The Poetry of Programming - Writing Code and Writing Poetry are Similar

Dead Beat has a friend he wants you to meet. They get together and talk software. Well Old D.B. is a little partial to computer programming - it's form and its creativity. And then Richard Gabriel ambles along.

Richard is a Distinguished Engineer at Sun Microsystems, where he researches the architecture, design, and implementation of very large systems, as well as development techniques for building them. He is the author of three books: Writers' Workshops and the Work of Making Things, Patterns of Software, and Performance and Evaluation of Lisp Systems.

He received his Ph.D. in computer science from Stanford in 1981 and returned to school to get a Master's in Fine Arts in poetry in 1998 at Warren Wilson College.

You see Old D.B. got his Degrees first in Math and Design Engineering before returning to school to get a MFA in Creative Writing too.

Indeed Dead Beat has for many years been contemplating the use of software to advance our understanding of writing technique. And then gosh darn it Richie takes the lead. Anyway I caught up with him being interviewed recently, have a listen:



Q: You have advocated a program that offers a Master of Fine Arts in software, similar to programs that offer MFAs in creative writing. You say, "Traditions of computer science and software engineering have tried to turn all aspects of software creation into a pure engineering discipline, when they clearly are not. The MFA in software would begin to repair this error." Tell us about the philosophy behind this proposal.

A: Writing software should be treated as a creative activity. Just think about it -- the software that's interesting to make is software that hasn't been made before. Most other engineering disciplines are about building things that have been built before. People say, "Well, how come we can't build software the way we build bridges?" The answer is that we've been building bridges for thousands of years, and while we can make incremental improvements to bridges, the fact is that every bridge is like some other bridge that's been built. Someone says, "Oh, let's build a bridge across this river. The river is this wide, it's this deep, it's got to carry this load. It's for cars, pedestrians, or trains, so it will be kind of like this one or that one." They can know the category of bridge they're building, so they can zero in on the design pretty quickly. They don't have to reinvent the wheel. But in software, even with something such as Java 2, Enterprise Edition or the Java implementation (or almost any of the APIs we define), we're rolling out -- if not the first -- at most the seventh or eighth version. We've only been building software for 50 years, and almost every time we're creating something new. If you look at software developers and what they produce, if you look at their source code, the programs they make, and the designs that they end up creating, there is real variability. And some people are really good and others are not so good.

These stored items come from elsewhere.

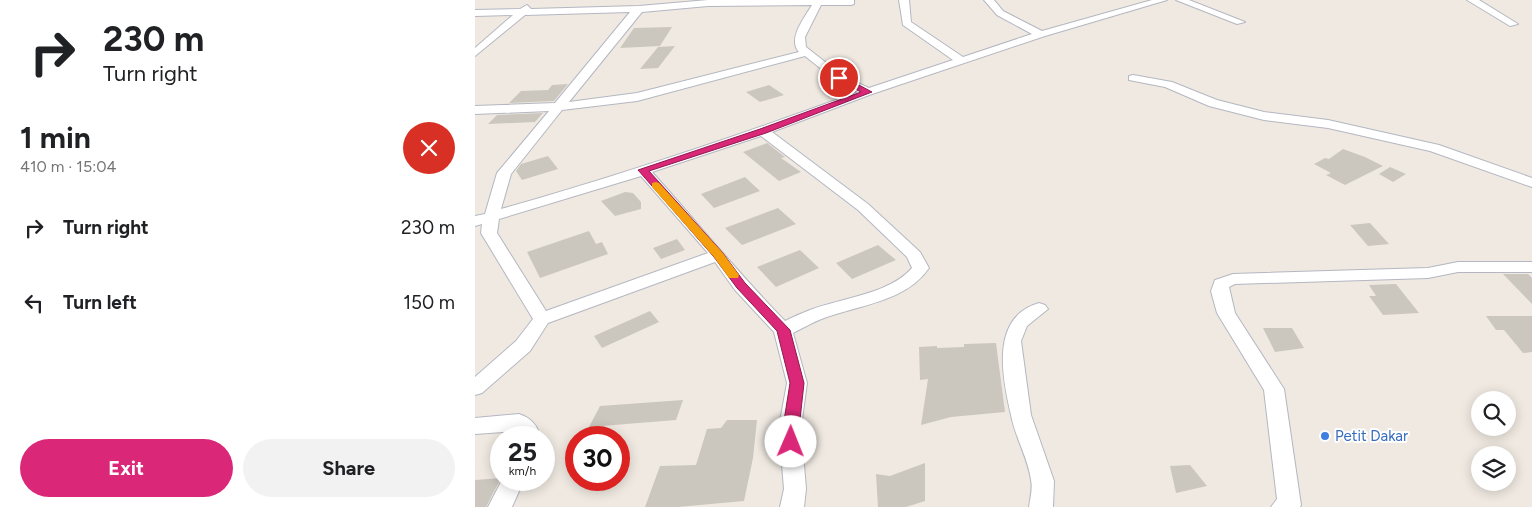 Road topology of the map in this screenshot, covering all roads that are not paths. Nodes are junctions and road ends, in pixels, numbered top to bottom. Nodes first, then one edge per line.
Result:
1 (537, 0) edge
2 (904, 0) edge
3 (989, 0) edge
4 (1162, 0) edge
5 (1181, 0) edge
6 (1472, 0) edge
7 (818, 1) edge
8 (851, 2) dead end
9 (639, 9) junction
10 (525, 11) junction
11 (475, 13) edge
12 (1239, 22) dead end
13 (1513, 24) dead end
14 (1041, 34) junction
15 (475, 53) edge
16 (806, 54) junction
17 (963, 61) junction
18 (1133, 78) dead end
19 (868, 92) junction
20 (558, 107) junction
21 (475, 110) edge
22 (763, 131) junction
23 (643, 170) junction
24 (1532, 184) edge
25 (482, 219) edge
26 (718, 254) junction
27 (1532, 268) edge
28 (1039, 309) dead end
29 (542, 319) junction
30 (783, 330) junction
31 (475, 388) edge
32 (475, 426) edge
33 (524, 426) edge
34 (508, 491) edge
35 (1288, 506) edge
36 (500, 507) edge
37 (792, 507) edge
38 (1041, 507) edge

1 - 10 street
2 - 17 street
3 - 14 street
4 - 14 street
5 - 12 street
6 - 13 street
7 - 8 street
7 - 9 street
7 - 16 street
9 - 10 street
9 - 20 street
10 - 11 street
10 - 15 street
14 - 17 street
16 - 19 street
16 - 20 street
17 - 19 street
18 - 24 street
19 - 22 street
20 - 21 street
20 - 25 street
22 - 23 street
22 - 30 street
23 - 25 street
23 - 26 street
25 - 29 street
26 - 29 street
26 - 30 street
27 - 35 street
28 - 38 street
29 - 31 street
30 - 37 street
32 - 33 street
34 - 36 street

So, because you can program well or poorly, and because most of it is creative (in that we don't really know what we're doing when we start out), my view is that we should train developers the way we train creative people like poets and artists. People may say,"Well, that sounds really nuts." But what do people do when they're being trained, for example, to get a Master of Fine Arts in poetry? They study great works of poetry. Do we do that in our software engineering disciplines? No. You don't look at the source code for great pieces of software. Or look at the architecture of great pieces of software. You don't look at their design. You don't study the lives of great software designers. So, you don't study the literature of the thing you're trying to build. Second, MFA programs create a context in which you're creating while reflecting on it. For example, you write poetry while reading and critiquing other poetry, and while working with mentors who are looking at what you're doing, helping you think about what you're doing and working with you on your revisions. Then you go into writers' workshops and continue the whole process, and write many, many poems under supervision in a critical context, and with mentorship. We don't do that with software.

I was talking to Mark Strand, who is one of the first poets who mentored me, and he said, more or less, that how good you are depends on how many poems you've written in your life. About two and a half years ago, I started writing a poem a day, and I've gotten way better since I started doing that. And so, I've probably written about 1000 poems in my life so far, almost all of them in the last two years.

Compare that to how many programs someone has written before they're considered a software developer or engineer. Have they written 1000? No, they've probably written 50. So, the idea behind the MFA in software is that if we want to get good at writing software, we have to practice it, we have to have a critical literature, and we have to have a critical context. It looks like we may be able to start a program like that in the next year or so at a major university that I'm not free to name. It's probably going to be called a Master of Software Arts.

Q: You wrote a poem called "Unnormalized Models" that seems to be about software, with a slightly personal touch thrown in towards the middle.
A: "Unnormalized Models" is sort of a found poem. A lot of it is taken from an abstract from a talk I attended about certain types of reasoning in artificial intelligence systems. It takes a left turn in the middle in the parentheses through the use of dissociation or association.

Q: Has writing poetry influenced the way you write code?

A: Writing code certainly feels very similar to writing poetry. When I'm writing poetry, it feels like the center of my thinking is in a particular place, and when I'm writing code the center of my thinking feels in the same kind of place. It's the same kind of concentration. So, I'm thinking up possibilities, I'm thinking about, well, so how do I reinvent the code, gee, you know, what's the simplest way to do this.

I'm thinking about things like simplicity -- how easy is it going to be for someone to look at it later? How well is it fulfilling the overall design that I have in mind? How well does it fit into the architecture? If I were writing a very long poem with many parts, I would be thinking, "Okay, how does this piece fit in with the other pieces? How is it part of the bigger picture?" When coding, I'm doing similar things, and if you look at the source code of extremely talented programmers, there's beauty in it. There's a lot of attention to compression, using the underlying programming language in a way that's easy to penetrate. Yes, writing code and writing poetry are similar.

I have given a keynote called "Triggers and Practice." In writing, a trigger is something that enters your mind and causes you to start a poem, or a story, or whatever you want to write. The trigger could be a scene, a line, an image that comes to you, or just something remembered. The poet Richard Hugo believes that all writing is creative writing in that you don't know what's going to appear on the page until you write. All writing relies on triggers where you write something and respond to it.